» **ABOUT THIS EXERCISE**
Each line in the entries below that holds the word "Gómez" belongs in the answer.

» **EXERCISE MATERIAL**
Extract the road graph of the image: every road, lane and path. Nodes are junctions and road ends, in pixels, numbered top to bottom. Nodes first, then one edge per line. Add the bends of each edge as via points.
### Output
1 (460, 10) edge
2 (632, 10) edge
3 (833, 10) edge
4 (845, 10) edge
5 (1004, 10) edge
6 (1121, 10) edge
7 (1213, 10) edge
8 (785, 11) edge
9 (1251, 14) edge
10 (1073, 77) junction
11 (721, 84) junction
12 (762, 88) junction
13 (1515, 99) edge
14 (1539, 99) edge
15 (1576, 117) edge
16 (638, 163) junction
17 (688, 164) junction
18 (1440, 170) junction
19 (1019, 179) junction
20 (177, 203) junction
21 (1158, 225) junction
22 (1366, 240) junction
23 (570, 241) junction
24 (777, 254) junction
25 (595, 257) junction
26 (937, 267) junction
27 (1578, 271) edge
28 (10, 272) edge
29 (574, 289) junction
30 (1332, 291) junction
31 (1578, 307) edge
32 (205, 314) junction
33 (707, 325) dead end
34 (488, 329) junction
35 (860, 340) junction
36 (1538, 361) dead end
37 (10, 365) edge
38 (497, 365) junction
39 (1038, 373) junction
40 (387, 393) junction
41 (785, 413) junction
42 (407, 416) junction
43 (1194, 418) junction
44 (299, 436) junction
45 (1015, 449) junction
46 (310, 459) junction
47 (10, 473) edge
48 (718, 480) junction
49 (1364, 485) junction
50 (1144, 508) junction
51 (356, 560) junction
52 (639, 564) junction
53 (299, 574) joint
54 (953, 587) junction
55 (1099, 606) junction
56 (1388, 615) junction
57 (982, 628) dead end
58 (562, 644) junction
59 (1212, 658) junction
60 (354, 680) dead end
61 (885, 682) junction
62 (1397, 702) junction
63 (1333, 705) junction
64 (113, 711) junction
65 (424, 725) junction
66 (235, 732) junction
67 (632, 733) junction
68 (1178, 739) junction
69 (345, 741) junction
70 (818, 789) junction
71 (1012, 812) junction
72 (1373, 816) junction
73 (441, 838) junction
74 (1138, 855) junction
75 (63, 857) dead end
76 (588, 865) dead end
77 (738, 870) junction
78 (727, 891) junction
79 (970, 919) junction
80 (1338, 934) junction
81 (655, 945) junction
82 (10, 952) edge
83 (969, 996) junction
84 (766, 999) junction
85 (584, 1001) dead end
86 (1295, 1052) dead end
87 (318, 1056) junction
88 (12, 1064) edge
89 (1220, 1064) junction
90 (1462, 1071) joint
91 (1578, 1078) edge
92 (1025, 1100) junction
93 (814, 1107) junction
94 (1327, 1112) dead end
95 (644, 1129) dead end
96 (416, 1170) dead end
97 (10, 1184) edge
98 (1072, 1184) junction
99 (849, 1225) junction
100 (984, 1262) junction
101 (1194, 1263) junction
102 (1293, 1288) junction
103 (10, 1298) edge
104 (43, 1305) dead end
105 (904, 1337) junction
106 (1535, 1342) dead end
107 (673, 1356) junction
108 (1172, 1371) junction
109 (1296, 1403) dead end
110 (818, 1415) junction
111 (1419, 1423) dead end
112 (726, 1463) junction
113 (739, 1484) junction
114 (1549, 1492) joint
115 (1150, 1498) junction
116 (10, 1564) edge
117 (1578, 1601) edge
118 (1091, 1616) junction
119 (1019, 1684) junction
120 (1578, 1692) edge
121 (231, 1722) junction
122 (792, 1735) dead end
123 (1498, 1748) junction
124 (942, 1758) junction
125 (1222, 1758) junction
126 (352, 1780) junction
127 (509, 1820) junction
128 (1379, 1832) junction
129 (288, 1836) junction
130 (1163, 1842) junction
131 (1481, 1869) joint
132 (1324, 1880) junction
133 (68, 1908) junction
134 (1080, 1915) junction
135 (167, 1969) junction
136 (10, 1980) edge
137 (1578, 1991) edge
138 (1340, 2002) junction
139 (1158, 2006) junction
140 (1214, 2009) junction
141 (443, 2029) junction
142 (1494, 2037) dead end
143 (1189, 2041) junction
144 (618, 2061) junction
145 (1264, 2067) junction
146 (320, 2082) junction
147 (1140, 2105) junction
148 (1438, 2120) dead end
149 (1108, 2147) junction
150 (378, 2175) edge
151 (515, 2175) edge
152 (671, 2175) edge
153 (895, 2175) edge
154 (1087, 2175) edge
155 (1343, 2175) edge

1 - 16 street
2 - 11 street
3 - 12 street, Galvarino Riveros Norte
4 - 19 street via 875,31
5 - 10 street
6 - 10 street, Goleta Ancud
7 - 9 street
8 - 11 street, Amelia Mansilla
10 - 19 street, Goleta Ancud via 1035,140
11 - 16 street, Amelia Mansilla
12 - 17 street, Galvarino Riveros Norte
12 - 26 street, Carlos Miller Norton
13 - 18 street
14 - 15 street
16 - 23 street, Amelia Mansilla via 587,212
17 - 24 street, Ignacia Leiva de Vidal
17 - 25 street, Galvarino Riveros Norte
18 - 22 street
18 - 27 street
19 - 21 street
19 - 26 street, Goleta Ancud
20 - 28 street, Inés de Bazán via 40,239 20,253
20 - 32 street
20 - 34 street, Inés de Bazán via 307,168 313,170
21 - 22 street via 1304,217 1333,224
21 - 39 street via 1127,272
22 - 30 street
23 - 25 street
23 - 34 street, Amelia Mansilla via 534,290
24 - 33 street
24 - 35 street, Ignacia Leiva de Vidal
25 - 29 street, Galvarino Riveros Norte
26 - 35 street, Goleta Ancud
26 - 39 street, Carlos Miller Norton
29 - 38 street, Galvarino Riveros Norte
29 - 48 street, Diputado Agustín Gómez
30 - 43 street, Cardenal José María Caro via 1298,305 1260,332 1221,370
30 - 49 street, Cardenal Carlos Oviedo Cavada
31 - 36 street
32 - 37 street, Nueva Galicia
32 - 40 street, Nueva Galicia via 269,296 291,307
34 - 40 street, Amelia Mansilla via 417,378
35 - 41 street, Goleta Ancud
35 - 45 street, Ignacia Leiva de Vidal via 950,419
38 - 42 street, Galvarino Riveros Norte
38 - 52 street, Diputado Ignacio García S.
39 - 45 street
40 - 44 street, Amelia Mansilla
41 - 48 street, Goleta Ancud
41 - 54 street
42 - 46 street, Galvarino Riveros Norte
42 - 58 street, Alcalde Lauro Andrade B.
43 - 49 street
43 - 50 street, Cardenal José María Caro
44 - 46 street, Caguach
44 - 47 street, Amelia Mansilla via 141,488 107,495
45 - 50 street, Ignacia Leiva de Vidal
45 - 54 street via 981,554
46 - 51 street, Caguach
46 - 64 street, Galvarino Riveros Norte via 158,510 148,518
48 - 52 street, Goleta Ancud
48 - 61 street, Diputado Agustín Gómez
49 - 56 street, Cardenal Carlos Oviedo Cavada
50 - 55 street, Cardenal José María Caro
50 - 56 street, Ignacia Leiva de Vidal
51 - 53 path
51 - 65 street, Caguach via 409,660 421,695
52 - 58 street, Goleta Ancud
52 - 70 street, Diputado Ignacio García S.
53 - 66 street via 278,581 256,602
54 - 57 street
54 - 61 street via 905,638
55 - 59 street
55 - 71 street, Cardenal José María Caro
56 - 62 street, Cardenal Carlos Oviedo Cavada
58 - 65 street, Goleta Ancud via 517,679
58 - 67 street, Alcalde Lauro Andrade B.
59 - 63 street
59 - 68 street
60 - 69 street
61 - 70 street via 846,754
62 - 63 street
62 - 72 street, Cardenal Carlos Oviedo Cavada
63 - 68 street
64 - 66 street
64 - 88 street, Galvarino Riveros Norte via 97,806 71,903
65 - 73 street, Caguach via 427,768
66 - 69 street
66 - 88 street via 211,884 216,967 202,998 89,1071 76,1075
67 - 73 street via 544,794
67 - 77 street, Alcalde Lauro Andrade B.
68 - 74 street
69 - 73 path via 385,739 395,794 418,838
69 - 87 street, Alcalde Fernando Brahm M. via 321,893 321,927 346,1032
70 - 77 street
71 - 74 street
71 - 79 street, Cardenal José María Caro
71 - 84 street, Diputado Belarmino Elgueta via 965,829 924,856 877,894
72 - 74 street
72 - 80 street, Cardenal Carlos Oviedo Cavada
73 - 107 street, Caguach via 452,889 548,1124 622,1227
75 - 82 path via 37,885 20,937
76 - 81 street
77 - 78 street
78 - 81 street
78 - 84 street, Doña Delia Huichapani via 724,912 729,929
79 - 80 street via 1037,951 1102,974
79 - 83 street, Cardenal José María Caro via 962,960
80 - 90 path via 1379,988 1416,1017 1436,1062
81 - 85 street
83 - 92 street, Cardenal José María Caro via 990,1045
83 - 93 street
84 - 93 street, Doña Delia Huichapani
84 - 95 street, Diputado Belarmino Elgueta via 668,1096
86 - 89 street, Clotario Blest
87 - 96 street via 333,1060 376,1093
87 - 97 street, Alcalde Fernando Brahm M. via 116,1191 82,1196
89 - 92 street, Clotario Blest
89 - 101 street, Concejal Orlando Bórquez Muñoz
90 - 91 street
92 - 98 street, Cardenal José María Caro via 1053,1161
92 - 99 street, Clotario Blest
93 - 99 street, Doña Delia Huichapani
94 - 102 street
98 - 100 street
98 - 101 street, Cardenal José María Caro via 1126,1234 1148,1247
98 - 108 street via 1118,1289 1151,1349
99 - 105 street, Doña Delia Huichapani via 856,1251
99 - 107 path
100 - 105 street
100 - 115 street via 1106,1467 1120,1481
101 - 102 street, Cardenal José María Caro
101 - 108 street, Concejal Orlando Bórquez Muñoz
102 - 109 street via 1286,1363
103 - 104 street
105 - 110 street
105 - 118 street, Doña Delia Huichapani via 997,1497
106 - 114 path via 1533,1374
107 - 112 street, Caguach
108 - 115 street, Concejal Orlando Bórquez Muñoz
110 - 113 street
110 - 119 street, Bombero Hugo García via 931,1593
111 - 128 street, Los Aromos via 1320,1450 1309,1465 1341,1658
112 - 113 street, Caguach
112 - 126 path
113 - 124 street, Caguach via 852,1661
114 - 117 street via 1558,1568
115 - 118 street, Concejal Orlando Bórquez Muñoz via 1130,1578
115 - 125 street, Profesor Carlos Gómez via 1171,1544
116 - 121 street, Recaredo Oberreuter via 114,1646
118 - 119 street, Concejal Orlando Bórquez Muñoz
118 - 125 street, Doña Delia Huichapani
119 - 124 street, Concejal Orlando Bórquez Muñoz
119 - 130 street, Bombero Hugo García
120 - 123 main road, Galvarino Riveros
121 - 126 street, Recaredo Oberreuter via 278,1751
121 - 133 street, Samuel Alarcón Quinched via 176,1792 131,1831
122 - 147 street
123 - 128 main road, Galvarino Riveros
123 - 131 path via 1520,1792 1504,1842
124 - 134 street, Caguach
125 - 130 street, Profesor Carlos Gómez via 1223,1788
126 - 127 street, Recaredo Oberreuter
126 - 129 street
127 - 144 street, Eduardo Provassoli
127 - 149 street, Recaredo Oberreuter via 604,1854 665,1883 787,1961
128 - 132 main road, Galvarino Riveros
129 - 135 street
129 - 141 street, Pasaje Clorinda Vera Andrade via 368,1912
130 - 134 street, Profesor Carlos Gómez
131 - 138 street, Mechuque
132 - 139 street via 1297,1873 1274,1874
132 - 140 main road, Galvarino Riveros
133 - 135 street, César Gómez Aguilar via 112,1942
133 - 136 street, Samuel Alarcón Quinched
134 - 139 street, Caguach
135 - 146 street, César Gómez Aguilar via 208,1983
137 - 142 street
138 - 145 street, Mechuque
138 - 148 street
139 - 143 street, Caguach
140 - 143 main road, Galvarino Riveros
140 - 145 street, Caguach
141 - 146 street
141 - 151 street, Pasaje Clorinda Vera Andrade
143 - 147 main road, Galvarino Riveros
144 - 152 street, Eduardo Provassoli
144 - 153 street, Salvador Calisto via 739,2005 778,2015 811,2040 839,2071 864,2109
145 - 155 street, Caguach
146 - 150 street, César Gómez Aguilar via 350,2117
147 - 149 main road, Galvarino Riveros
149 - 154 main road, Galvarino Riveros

» **EXERCISE OUTPUT**
29 - 48 street, Diputado Agustín Gómez
48 - 61 street, Diputado Agustín Gómez
115 - 125 street, Profesor Carlos Gómez via 1171,1544
125 - 130 street, Profesor Carlos Gómez via 1223,1788
130 - 134 street, Profesor Carlos Gómez
133 - 135 street, César Gómez Aguilar via 112,1942
135 - 146 street, César Gómez Aguilar via 208,1983
146 - 150 street, César Gómez Aguilar via 350,2117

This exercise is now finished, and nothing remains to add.